DD - Comfort Grip Pull Downs
* 4 warm up sets of 10-12
* 5 work sets of 8-10

MAG Grip Low Rows
* 2 warm up sets of 10
* 4 work sets of 10-12

Standing KB Rows
* 2 warm up sets
* 3 drop sets (3 drops each set - 10-12 reps per set)

Blast Strap Rows
* 3 sets 15-20 (to failure)
* 1 set 4 reps with 15 second eccentric

Tsunami Bar Straight Arm Pulldown
* 3 sets 15-20 (to failure)

 


Sunday

 

Seated Leg Curl
* 4 warm up sets of 10-15 reps
* 3 work sets of 10-12 (to failure)
* 1 set of 8 with 30 partials

 Leg Press
* Started with 4 plates per side for sets of 10. This was easy and added one plate per side for each set until 14 plates per side. All sets were for 10 reps
* dropped to 5 plates per side for 100 reps

Leg Extensions
* 4 sets of 15 full reps and 15 partial reps (out of bottom)

Hip Adduction
* 4 sets 15-20 (failure)

Glute Press
* 3 sets 15-20 (failure)

Hip Abducation
* 2 sets of 15 - light

Later in day - 30 minutes of treadmill

Notes:

 

* weight is now 275. I should be dropping two pounds per week - 2 lbs per week should be a normal drop from this point on. If this doesn't happened then either cardio goes up or carbs drop down. I will judge this based on how I look and feel.

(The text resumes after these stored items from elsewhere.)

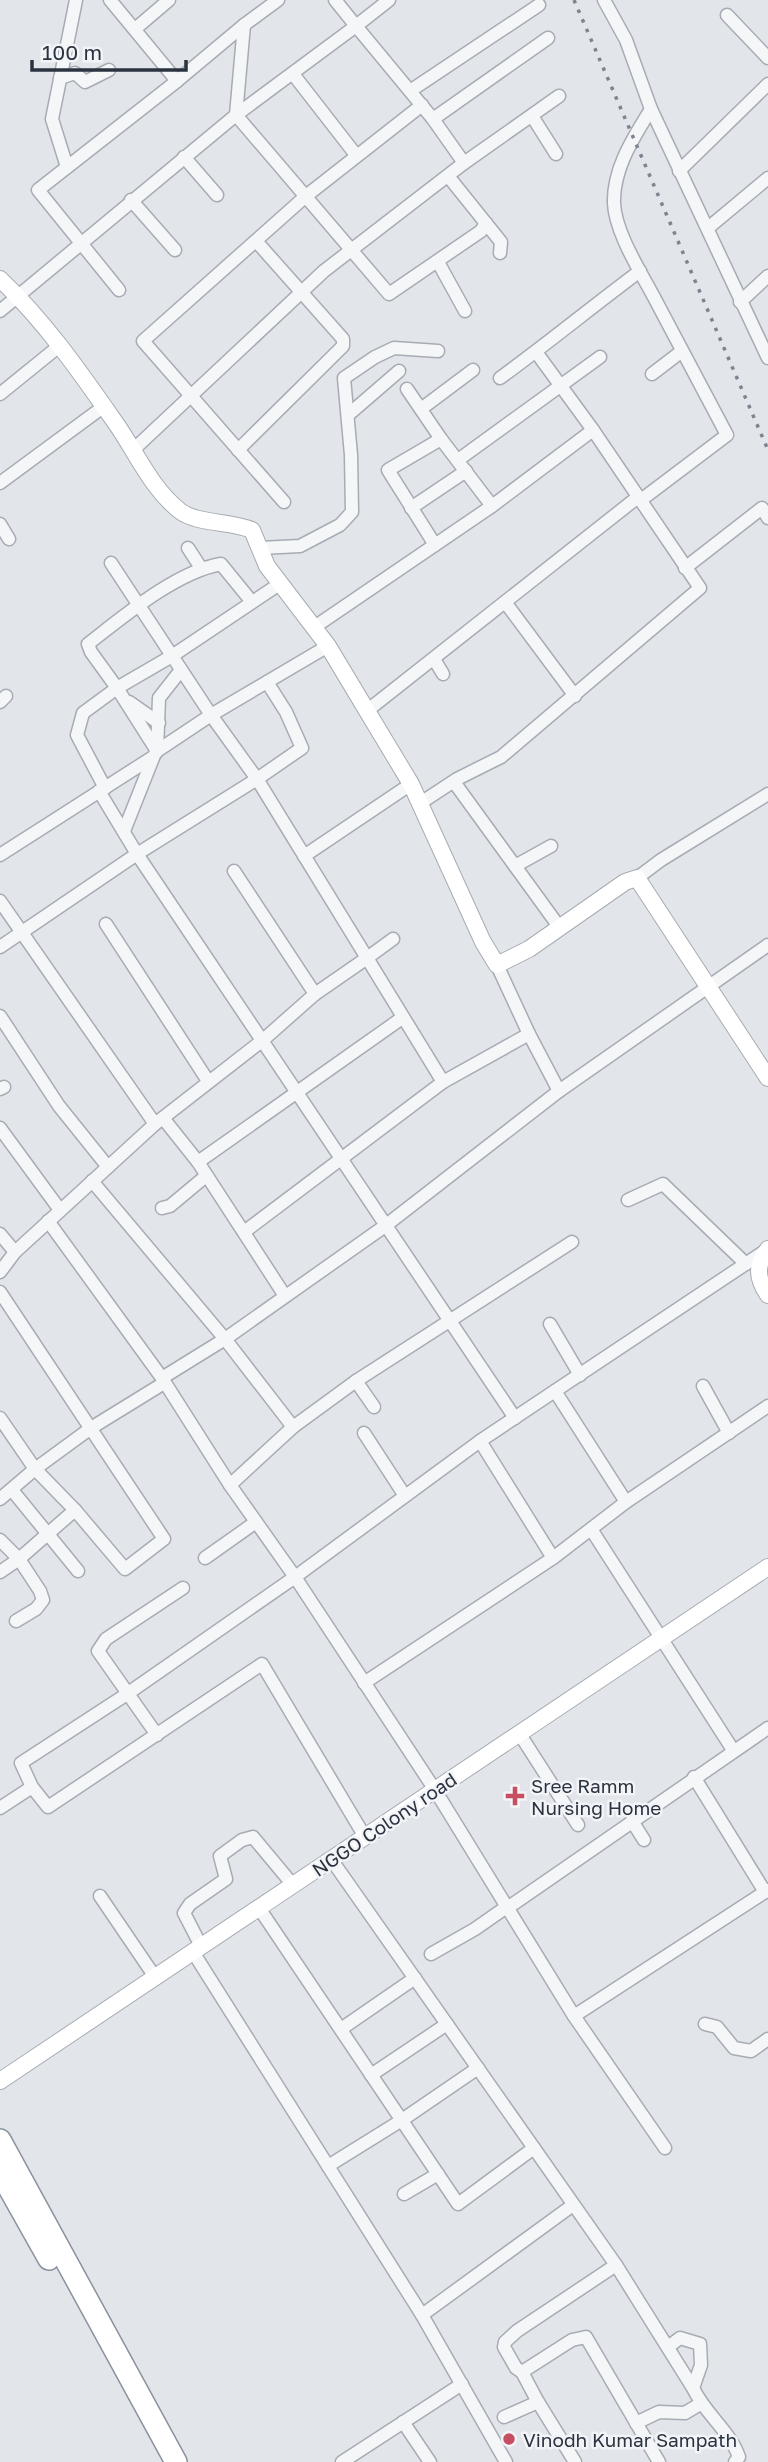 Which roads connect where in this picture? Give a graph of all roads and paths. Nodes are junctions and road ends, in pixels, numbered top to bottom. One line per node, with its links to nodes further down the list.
1 (76, 0): 19 (street)
2 (110, 0): 12 (street)
3 (169, 0): 12 (street)
4 (278, 0): 10 (street)
5 (335, 0): 11 (street)
6 (604, 0): 25 (street)
7 (386, 1): 11 (street)
8 (538, 5): 22 (street)
9 (727, 15): 15 (street)
10 (244, 24): 14 (street); 16 (street)
11 (356, 26): 18 (street); 22 (street)
12 (135, 29): 20 (street)
13 (548, 37): 28 (street)
14 (219, 45): 16 (street); 20 (street)
15 (766, 50)
16 (241, 57): 26 (street)
17 (109, 69): 19 (street)
18 (293, 74): 26 (street); 30 (street)
19 (60, 78): 33 (street)
20 (177, 81): 33 (street)
21 (768, 84): 34 (street)
22 (410, 91): 24 (street)
23 (559, 96): 27 (street)
24 (422, 105): 28 (street); 30 (street)
25 (651, 109): 34 (street); 48 (street)
26 (236, 115): 31 (street); 38 (street)
27 (532, 116): 29 (street); 32 (street)
28 (433, 119): 32 (street)
29 (556, 154)
30 (356, 155): 38 (street)
31 (184, 157): 37 (street); 39 (street)
32 (464, 163): 35 (street)
33 (67, 167): 43 (street)
34 (679, 171): 41 (street)
35 (448, 176): 40 (street); 44 (street)
36 (768, 178): 41 (street)
37 (217, 195)
38 (306, 196): 42 (street); 44 (street)
39 (131, 200): 43 (street); 45 (street)
40 (486, 223): 46 (street); 47 (street)
41 (708, 228): 54 (street)
42 (257, 241): 52 (street); 70 (street)
43 (81, 243): 51 (street); 53 (street)
44 (351, 249): 47 (street); 52 (street)
45 (175, 250)
46 (500, 253)
47 (438, 262): 56 (street)
48 (640, 271): 60 (street); 61 (street)
49 (768, 276): 54 (street)
50 (0, 279): 53 (street)
51 (119, 289)
52 (301, 292): 70 (street); 76 (street)
53 (19, 296): 55 (street); 57 (street)
54 (740, 302): 58 (street)
55 (0, 311)
56 (465, 311)
57 (58, 347): 69 (street); 71 (street)
58 (766, 350)
59 (438, 351): 73 (street)
60 (682, 351): 65 (street); 80 (street)
61 (536, 352): 66 (street); 67 (street)
62 (600, 357): 67 (street)
63 (473, 370): 72 (street)
64 (399, 371): 73 (street)
65 (652, 374)
66 (500, 378)
67 (561, 386): 74 (street); 78 (street)
68 (407, 388): 72 (street)
69 (0, 394)
70 (191, 396): 76 (street); 77 (street)
71 (103, 407): 77 (street); 79 (street)
72 (421, 409): 75 (street)
73 (348, 415): 89 (street)
74 (593, 430): 80 (street); 82 (street)
75 (441, 439): 78 (street); 83 (street)
76 (237, 450): 81 (street)
77 (132, 451): 89 (street)
78 (462, 465): 82 (street); 83 (street)
79 (0, 484)
80 (639, 498): 92 (street); 95 (street)
81 (284, 502)
82 (492, 506): 87 (street)
83 (411, 508): 87 (street)
84 (768, 518): 92 (street)
85 (0, 524): 86 (street)
86 (9, 539)
87 (435, 545): 97 (street)
88 (188, 548): 91 (street)
89 (260, 548): 93 (street)
90 (111, 563): 96 (street)
91 (201, 568): 94 (street); 96 (street)
92 (685, 568): 105 (street)
93 (281, 583): 94 (street); 97 (street)
94 (252, 602): 99 (street)
95 (505, 602): 100 (street); 105 (street)
96 (137, 606): 99 (street); 104 (street)
97 (313, 628): 98 (street)
98 (328, 646): 103 (street); 106 (street)
99 (172, 656): 101 (street); 104 (street)
100 (434, 659): 102 (street); 106 (street)
101 (181, 670): 107 (street); 108 (street)
102 (443, 674)
103 (268, 682): 107 (street); 110 (street)
104 (120, 693): 108 (street); 109 (street); 113 (street)
105 (575, 696): 111 (street)
106 (368, 710): 112 (street)
107 (211, 715): 109 (street); 110 (street)
108 (159, 723): 109 (street)
109 (155, 754): 113 (street); 116 (street)
110 (257, 779): 118 (street); 120 (street)
111 (454, 782): 115 (street); 121 (street)
112 (411, 784): 115 (street); 120 (street)
113 (102, 790): 116 (street); 119 (street)
114 (768, 794): 123 (street)
115 (419, 804): 132 (street)
116 (124, 831): 118 (street)
117 (551, 846): 121 (street)
118 (136, 854): 127 (street); 138 (street)
119 (0, 855)
120 (304, 856): 131 (street)
121 (515, 866): 126 (street)
122 (234, 871): 134 (street)
123 (637, 878): 126 (street); 133 (street)
124 (0, 901): 127 (street)
125 (106, 924): 140 (street)
126 (559, 928): 132 (street)
127 (22, 932): 130 (street); 144 (street)
128 (393, 939): 131 (street)
129 (768, 945): 133 (street)
130 (0, 947)
131 (367, 958): 134 (street); 136 (street)
132 (497, 965): 137 (street)
133 (707, 986): 139 (street); 142 (street)
134 (315, 994): 138 (street)
135 (0, 1016): 148 (street)
136 (402, 1018): 141 (street); 143 (street)
137 (529, 1034): 141 (street); 142 (street)
138 (262, 1040): 140 (street); 143 (street)
139 (768, 1078)
140 (208, 1081): 144 (street)
141 (443, 1082): 146 (street)
142 (559, 1091): 155 (street)
143 (297, 1092): 146 (street); 147 (street)
144 (159, 1121): 147 (street); 148 (street)
145 (0, 1128): 153 (street)
146 (342, 1158): 155 (street); 156 (street)
147 (198, 1162): 149 (street)
148 (108, 1167): 150 (street)
149 (206, 1176): 152 (street); 156 (street)
150 (92, 1181): 153 (street); 168 (street)
151 (628, 1200): 161 (street)
152 (162, 1208)
153 (60, 1210): 154 (street)
154 (48, 1221): 160 (street); 170 (street)
155 (385, 1226): 165 (street); 166 (street)
156 (244, 1232): 165 (street)
157 (0, 1234): 160 (street)
158 (572, 1242): 166 (street)
159 (767, 1250): 161 (street); 164 (street)
160 (15, 1252): 162 (street)
161 (746, 1264): 169 (street)
162 (0, 1272)
163 (0, 1292): 179 (street)
164 (768, 1295)
165 (285, 1296): 168 (street)
166 (449, 1322): 171 (street); 177 (street)
167 (550, 1324): 169 (street)
168 (225, 1339): 170 (street); 178 (street)
169 (580, 1374): 173 (street)
170 (163, 1380): 179 (street); 184 (street)
171 (356, 1381): 175 (street); 178 (street)
172 (703, 1386): 181 (street)
173 (555, 1391): 177 (street); 188 (street)
174 (768, 1406): 181 (street)
175 (374, 1407)
176 (0, 1418): 183 (street)
177 (515, 1418): 182 (street)
178 (293, 1427): 184 (street)
179 (91, 1428): 183 (street); 189 (street)
180 (364, 1433): 186 (street)
181 (729, 1433): 188 (street)
182 (480, 1441): 186 (street); 195 (street)
183 (35, 1469): 185 (street); 189 (street)
184 (230, 1485): 190 (street)
185 (12, 1490): 187 (street); 192 (street)
186 (405, 1496): 200 (street)
187 (0, 1499)
188 (625, 1502): 191 (street)
189 (75, 1510): 192 (street)
190 (256, 1522): 194 (street); 200 (street)
191 (591, 1529): 195 (street); 203 (street)
192 (48, 1535): 196 (street); 198 (street)
193 (0, 1540): 196 (street)
194 (205, 1558)
195 (553, 1558): 204 (street)
196 (19, 1559): 199 (street); 202 (street)
197 (768, 1567): 203 (street, NGGO Colony road)
198 (78, 1571)
199 (0, 1572)
200 (295, 1577): 204 (street); 205 (street)
201 (183, 1588): 205 (street)
202 (16, 1621)
203 (662, 1637): 207 (street, NGGO Colony road); 209 (street)
204 (364, 1684): 212 (street)
205 (127, 1694): 208 (street); 211 (street)
206 (768, 1728): 209 (street)
207 (519, 1733): 212 (street, NGGO Colony road); 215 (street)
208 (157, 1735): 211 (street); 216 (street)
209 (733, 1750): 210 (street)
210 (694, 1777): 214 (street); 220 (street)
211 (32, 1787): 213 (street)
212 (435, 1790): 216 (street, NGGO Colony road); 223 (street)
213 (0, 1808)
214 (632, 1821): 217 (street); 223 (street)
215 (578, 1825)
216 (365, 1837): 218 (street, NGGO Colony road)
217 (644, 1840)
218 (331, 1859): 219 (street, NGGO Colony road); 227 (street)
219 (293, 1885): 222 (street, NGGO Colony road); 224 (street)
220 (766, 1891): 228 (street)
221 (100, 1896): 226 (street)
222 (259, 1908): 224 (street, NGGO Colony road); 231 (street)
223 (506, 1908): 225 (street); 228 (street)
224 (197, 1949): 226 (street, NGGO Colony road); 240 (street)
225 (431, 1954)
226 (155, 1977): 235 (street, NGGO Colony road)
227 (415, 1978): 229 (street); 231 (street)
228 (573, 2016): 239 (street)
229 (447, 2024): 233 (street); 234 (street)
230 (705, 2024): 232 (street)
231 (341, 2029): 234 (street)
232 (768, 2039)
233 (478, 2068): 236 (street); 238 (street)
234 (371, 2075): 236 (street)
235 (0, 2081)
236 (402, 2120): 240 (street); 242 (street)
237 (0, 2140): 258 (highway)
238 (534, 2148): 242 (street); 244 (street)
239 (665, 2148)
240 (328, 2166): 246 (street)
241 (0, 2172): 257 (highway)
242 (438, 2175): 243 (street)
243 (404, 2194)
244 (573, 2205): 245 (street); 246 (street)
245 (616, 2265): 247 (street); 248 (street)
246 (422, 2315): 249 (street)
247 (668, 2347): 250 (street); 250 (street)
248 (522, 2372): 251 (street); 255 (street)
249 (461, 2384): 254 (street); 260 (street)
250 (693, 2388): 252 (street)
251 (538, 2402): 253 (street); 261 (street)
252 (700, 2404): 255 (street); 263 (street)
253 (504, 2417)
254 (403, 2422): 256 (street); 259 (street)
255 (636, 2423): 262 (street)
256 (345, 2461)
257 (163, 2462)
258 (176, 2462)
259 (430, 2462)
260 (506, 2462)
261 (575, 2462)
262 (659, 2462)
263 (735, 2462)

* MAT session on Wed showed my back was off and it was also noticeable we have some more work to do with it. Nothing acute but it doesn't feel like it should - this lower back work was pulled until we get this firing right.

* With the exception of the weekend all my training sessions have been at night. I really need to change this as soon as I get two other projects out of the way (these require my work during the day). I haven't had to miss a session in a while but I did have to shuffle some days around this week.

* No real bad cravings t this point and the weight is still coming off well.